Saturday, May 12, 2007


Radio was quite big in my home as a child since we didn't have a TV until I was well into my teens - a fact which often bemuses producers and others that I work with nowadays. I remember my grandmother in Wigan had a huge radio on her sideboard that was always tuned ready for 'Waggoner's Walk'. When her programme came on, she sat in front of the radio and listened.

I don't remember missing out by not having TV - although in one lesson at school we were asked what our favourite programme was and I sat anxiously wondering what I could say. It didn't matter anyway because the first child said 'Starsky and Hutch' and so did the next and the next and the next. So when it came to me I just said 'Starsky and Hutch' and hoped I was pronouncing the title correctly because I hadn't a clue what it was.

Later on when we did have a TV - viewing was carefully regulated by my mother (who now doesn't have a TV at all.) After 7.30pm TV watching was over. I don't know whether they had the watershed but my mum's cut off time was well before it! I remember standing in my pyjamas peeking through a central heating grill half way up the stairs trying to watch the end of 'Z Cars'.

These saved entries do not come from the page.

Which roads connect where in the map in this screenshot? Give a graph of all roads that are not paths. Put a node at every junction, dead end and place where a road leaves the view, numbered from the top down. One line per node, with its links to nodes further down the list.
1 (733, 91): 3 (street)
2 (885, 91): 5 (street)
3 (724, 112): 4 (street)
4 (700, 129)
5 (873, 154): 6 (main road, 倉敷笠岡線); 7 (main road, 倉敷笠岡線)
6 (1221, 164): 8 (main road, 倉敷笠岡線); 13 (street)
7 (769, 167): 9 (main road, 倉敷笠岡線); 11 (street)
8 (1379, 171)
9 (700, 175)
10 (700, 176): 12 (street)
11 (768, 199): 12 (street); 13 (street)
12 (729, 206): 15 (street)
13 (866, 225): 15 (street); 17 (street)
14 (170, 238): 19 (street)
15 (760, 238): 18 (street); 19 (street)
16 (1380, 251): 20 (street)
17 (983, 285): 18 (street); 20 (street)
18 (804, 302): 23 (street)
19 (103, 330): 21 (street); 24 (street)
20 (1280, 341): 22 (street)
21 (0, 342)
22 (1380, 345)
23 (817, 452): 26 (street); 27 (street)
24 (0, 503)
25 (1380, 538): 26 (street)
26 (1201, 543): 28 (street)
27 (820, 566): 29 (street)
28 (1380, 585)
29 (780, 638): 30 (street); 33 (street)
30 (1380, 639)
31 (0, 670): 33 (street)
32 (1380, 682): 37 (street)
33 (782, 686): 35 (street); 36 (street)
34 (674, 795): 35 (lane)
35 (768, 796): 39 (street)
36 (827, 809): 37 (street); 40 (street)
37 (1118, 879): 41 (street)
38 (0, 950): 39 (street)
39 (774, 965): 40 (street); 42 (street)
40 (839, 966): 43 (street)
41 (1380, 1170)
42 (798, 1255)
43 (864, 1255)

Now here with satellite DSTV there are over a hundred channels - more to choose but less choice (of anything that I really want to see.) When I first moved to these shores, I watched Eastenders probably more avidly than I had in the UK. The characters and storylines were familiar compared to those in the local soaps. Also Eastenders had a regular early evening timeslot and was pretty much synchronous with the UK transmissions. Last year they suddenly revised the schedules and lumped Eastenders into an omnibus edition on Sundays. In a family - even with a split decoder - TV watching is often about bagging your programme ahead of others - ahead of the children's TV and ahead of the sports or news. So for me, Sunday afternoon was out. BBC Prime is still my channel of choice - despite being crammed with lifestyle/makeover programmes fronted by curious hermaphoditic presenters with plastic spectacles and names that are either monosyllabic or double barrelled.

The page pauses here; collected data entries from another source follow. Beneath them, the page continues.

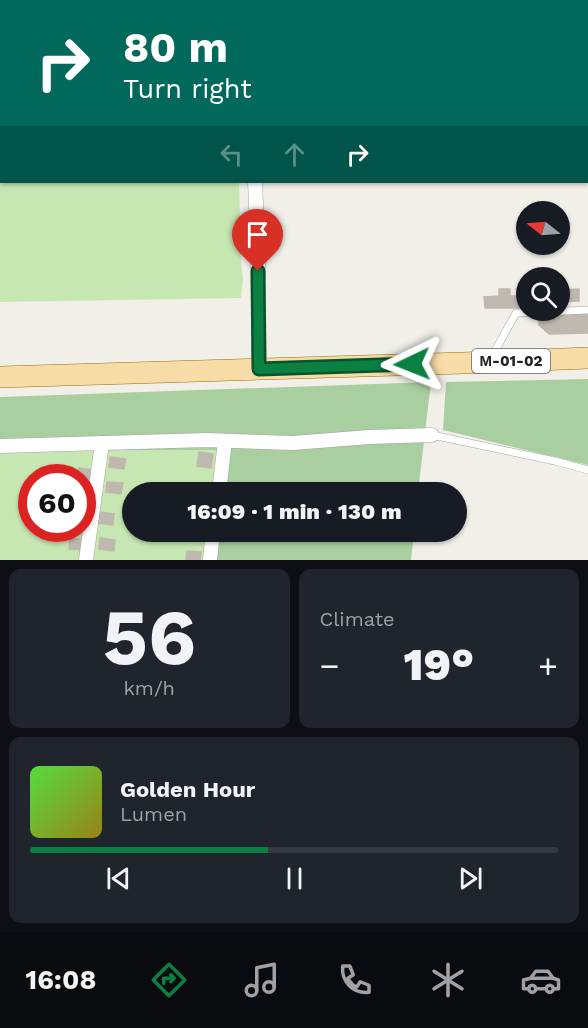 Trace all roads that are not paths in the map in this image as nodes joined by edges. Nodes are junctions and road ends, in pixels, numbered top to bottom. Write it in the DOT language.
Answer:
graph roads {
  1 [pos="255,183"];
  2 [pos="588,310"];
  3 [pos="588,358"];
  4 [pos="489,362"];
  5 [pos="259,369"];
  6 [pos="0,377"];
  7 [pos="432,435"];
  8 [pos="225,441"];
  9 [pos="102,443"];
  10 [pos="0,446"];
  11 [pos="588,470"];
  12 [pos="220,482"];
  13 [pos="212,542"];
  14 [pos="86,560"];
  15 [pos="210,560"];
  1 -- 5 [label="street"];
  2 -- 4 [label="lane"];
  3 -- 4 [label="main road, М-01-02"];
  4 -- 5 [label="main road, М-01-02"];
  5 -- 6 [label="main road, М-01-02"];
  7 -- 8 [label="street"];
  7 -- 11 [label="lane"];
  8 -- 9 [label="street"];
  8 -- 12 [label="street"];
  9 -- 10 [label="street"];
  9 -- 14 [label="street"];
  13 -- 15 [label="street"];
}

In this household, local stations are 'must see' mainly for news or local sports. The main broadcaster SABC attracts the greatest share of the South African audience - mainly because it is free-to-air. The vast portion of the population does not have access to anything other than terrestrial TV, if that. Radio has a wider reach particularly in the rural areas. In the townships there are often up to 30 people in a room - all watching a popular local TV drama such as 'Home Affairs'.

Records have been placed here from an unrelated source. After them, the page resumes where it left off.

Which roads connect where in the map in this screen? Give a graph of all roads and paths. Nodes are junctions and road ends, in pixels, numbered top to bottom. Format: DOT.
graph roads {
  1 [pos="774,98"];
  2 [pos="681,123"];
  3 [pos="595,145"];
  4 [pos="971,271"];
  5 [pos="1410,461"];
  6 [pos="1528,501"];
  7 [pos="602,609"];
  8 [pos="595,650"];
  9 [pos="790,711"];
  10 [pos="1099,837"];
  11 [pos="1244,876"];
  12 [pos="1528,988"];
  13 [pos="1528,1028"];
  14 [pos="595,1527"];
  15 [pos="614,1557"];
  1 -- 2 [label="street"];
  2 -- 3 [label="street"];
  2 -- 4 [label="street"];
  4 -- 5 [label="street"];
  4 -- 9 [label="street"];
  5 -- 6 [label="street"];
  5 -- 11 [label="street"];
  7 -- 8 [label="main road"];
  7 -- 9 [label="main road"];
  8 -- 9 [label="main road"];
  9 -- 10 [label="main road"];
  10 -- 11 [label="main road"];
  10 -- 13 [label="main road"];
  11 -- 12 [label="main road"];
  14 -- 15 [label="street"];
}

snip: this rather rambling post has been cut. I'll write more about the local broadcaster in a separate post


Anna said...

Not a rambling post at all. I enjoyed reading it as it brought back similar memories. We always owned a TV but my parents practically pad-locked the thing - restricting us to about an hour a week when we were very young and then to maybe half an hour after dinner. I also rarely had a clue what kids were talking about regarding tv shows. I too faked it!

Far away said...

Hello again and thanks Anna!

Pity really that as children we always want to fit in - despite the best efforts of parents.